Generally, Page file usage should remain under 80% at all times, but there are times when the OS needs to make use of the paging file and one example is a working set trim operation. The following picture shows an example of this working set trim operation for store.exe where the Memory\% PF Usage shows that we increase the PF usage at the same time the working sets are getting trimmed to satisfy some other application or driver request for allocating a contiguous memory block. You will also notice that PF usage never really bounces back either after something like this happens and remains around a sustained average for the remainder of the server being online or until the server is rebooted. Unless you are getting close to the max Memory\% Committed Bytes In Use, we shouldn’t be too concerned with the PF Usage unless we are seeing some high paging activity going on.

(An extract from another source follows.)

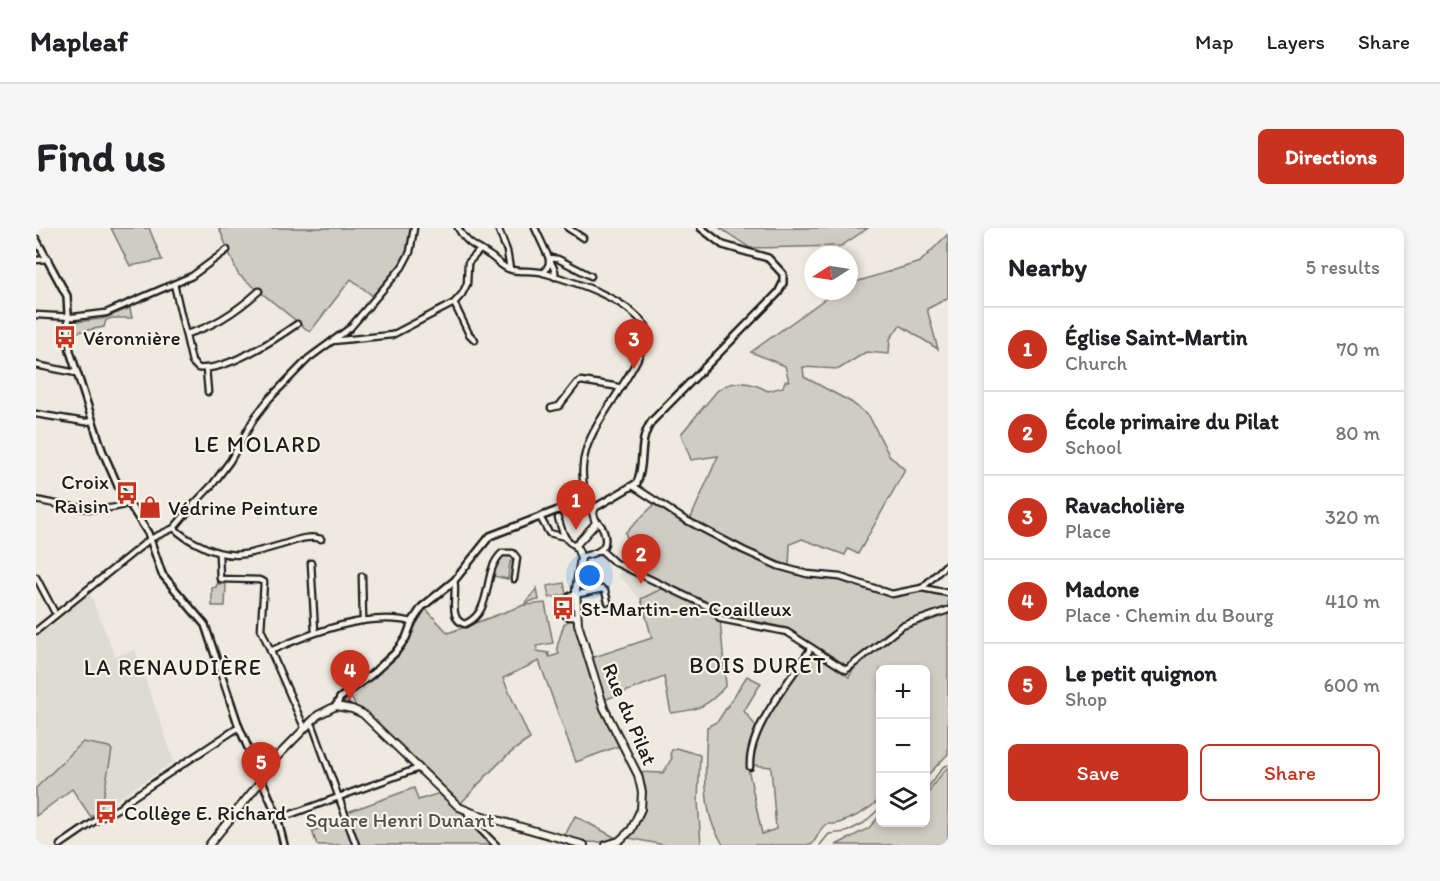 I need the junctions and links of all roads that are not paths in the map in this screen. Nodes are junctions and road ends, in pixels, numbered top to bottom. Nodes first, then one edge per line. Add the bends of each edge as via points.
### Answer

With that said, you would not use PF usage in Task Manager or Paging File\% Usage to determine if the paging file is currently being used. What you would use to monitor this is the amount of Memory\Pages/Sec that are occurring. This counter is a combination of both Memory\Pages Input/sec and Memory\Pages Output/Sec counters which also includes access to the system cache for file based operations to resolve hard page faults. Hard page faults occur when a page from a process is requested but does not exist in memory. This then means that we have to pull that data directly from the paging or backing file. If the page is elsewhere in memory, then this is called a soft fault. These two counters will help you understand if you are writing data (Pages Output) to the Paging file or you are reading data (Pages Input) from the paging file which might be affecting overall Exchange Server performance. Hard Page Faults can result is significant delays in processing data on the server.

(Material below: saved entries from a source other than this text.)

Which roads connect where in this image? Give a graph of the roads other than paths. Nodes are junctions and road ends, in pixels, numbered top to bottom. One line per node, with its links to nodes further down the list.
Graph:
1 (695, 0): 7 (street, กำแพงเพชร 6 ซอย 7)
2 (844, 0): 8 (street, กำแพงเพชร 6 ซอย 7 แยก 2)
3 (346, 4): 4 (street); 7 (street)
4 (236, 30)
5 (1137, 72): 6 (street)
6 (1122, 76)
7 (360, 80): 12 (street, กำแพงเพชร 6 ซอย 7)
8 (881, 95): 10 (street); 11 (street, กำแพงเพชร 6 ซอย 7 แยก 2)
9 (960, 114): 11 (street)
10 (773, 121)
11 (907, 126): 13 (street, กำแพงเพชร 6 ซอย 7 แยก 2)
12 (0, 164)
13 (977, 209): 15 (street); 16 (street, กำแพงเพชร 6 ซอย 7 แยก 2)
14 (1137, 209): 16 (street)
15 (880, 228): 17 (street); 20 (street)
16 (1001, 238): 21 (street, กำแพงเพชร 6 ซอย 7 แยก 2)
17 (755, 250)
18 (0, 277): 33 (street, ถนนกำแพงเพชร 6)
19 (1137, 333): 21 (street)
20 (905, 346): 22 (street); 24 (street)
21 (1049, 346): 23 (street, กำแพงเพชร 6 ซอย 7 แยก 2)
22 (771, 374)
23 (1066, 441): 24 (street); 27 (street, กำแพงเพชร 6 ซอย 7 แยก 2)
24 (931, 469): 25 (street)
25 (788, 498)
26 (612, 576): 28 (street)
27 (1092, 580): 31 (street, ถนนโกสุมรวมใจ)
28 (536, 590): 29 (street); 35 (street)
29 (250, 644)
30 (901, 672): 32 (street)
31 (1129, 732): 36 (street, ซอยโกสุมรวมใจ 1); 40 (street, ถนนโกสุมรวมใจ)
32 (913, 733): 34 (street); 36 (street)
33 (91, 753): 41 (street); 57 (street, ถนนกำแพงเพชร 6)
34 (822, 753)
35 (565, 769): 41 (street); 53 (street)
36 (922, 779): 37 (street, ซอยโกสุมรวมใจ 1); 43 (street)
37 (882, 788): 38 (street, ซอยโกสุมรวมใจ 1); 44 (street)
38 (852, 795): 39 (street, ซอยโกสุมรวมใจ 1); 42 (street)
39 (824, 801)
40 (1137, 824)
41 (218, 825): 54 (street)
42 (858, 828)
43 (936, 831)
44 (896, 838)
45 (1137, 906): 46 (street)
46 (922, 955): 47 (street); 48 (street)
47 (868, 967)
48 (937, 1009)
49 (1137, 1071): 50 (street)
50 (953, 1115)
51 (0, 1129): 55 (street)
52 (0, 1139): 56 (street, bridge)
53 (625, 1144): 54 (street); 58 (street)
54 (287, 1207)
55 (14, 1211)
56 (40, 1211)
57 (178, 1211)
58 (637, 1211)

Memory\Pages/Sec - Pages/sec is the rate at which pages are read from or written to disk to resolve hard page faults. This counter is a primary indicator of the kinds of faults that cause system-wide delays. It is the sum of Memory\Pages Input/sec and Memory\Pages Output/sec. It is counted in numbers of pages, so it can be compared to other counts of pages, such as Memory\Page Faults/sec, without conversion. It includes pages retrieved to satisfy faults in the file system cache (usually requested by applications) non-cached mapped memory files.
Memory\Pages Input/sec - Pages Input/sec is the rate at which pages are read from disk to resolve hard page faults. Hard page faults occur when a process refers to a page in virtual memory that is not in its working set or elsewhere in physical memory, and must be retrieved from disk. When a page is faulted, the system tries to read multiple contiguous pages into memory to maximize the benefit of the read operation. Compare the value of Memory\\Pages Input/sec to the value of Memory\\Page Reads/sec to determine the average number of pages read into memory during each read operation.
Memory\Pages Output/Sec - Pages Output/sec is the rate at which pages are written to disk to free up space in physical memory. Pages are written back to disk only if they are changed in physical memory, so they are likely to hold data, not code. A high rate of pages output might indicate a memory shortage. Windows writes more pages back to disk to free up space when physical memory is in short supply. This counter shows the number of pages, and can be compared to other counts of pages, without conversion.
Recommended guidance states that the size of the paging file should be RAM+10MB for optimal performance and should be of static size and not system managed. Having a paging file set to system managed could cause page file fragmentation which could affect performance in memory pressure conditions, but Exchange generally should not be making use of the paging file for normal operations. If virtual memory is shown to be problematic or high due to other applications on the servers requiring it, you can increase the size of the paging file to RAM * 1.5 to help alleviate some of this memory pressure on the server to help back all of the committed pages in memory. If you are still having problems at this point, check for potential memory leaks within the processes on the server.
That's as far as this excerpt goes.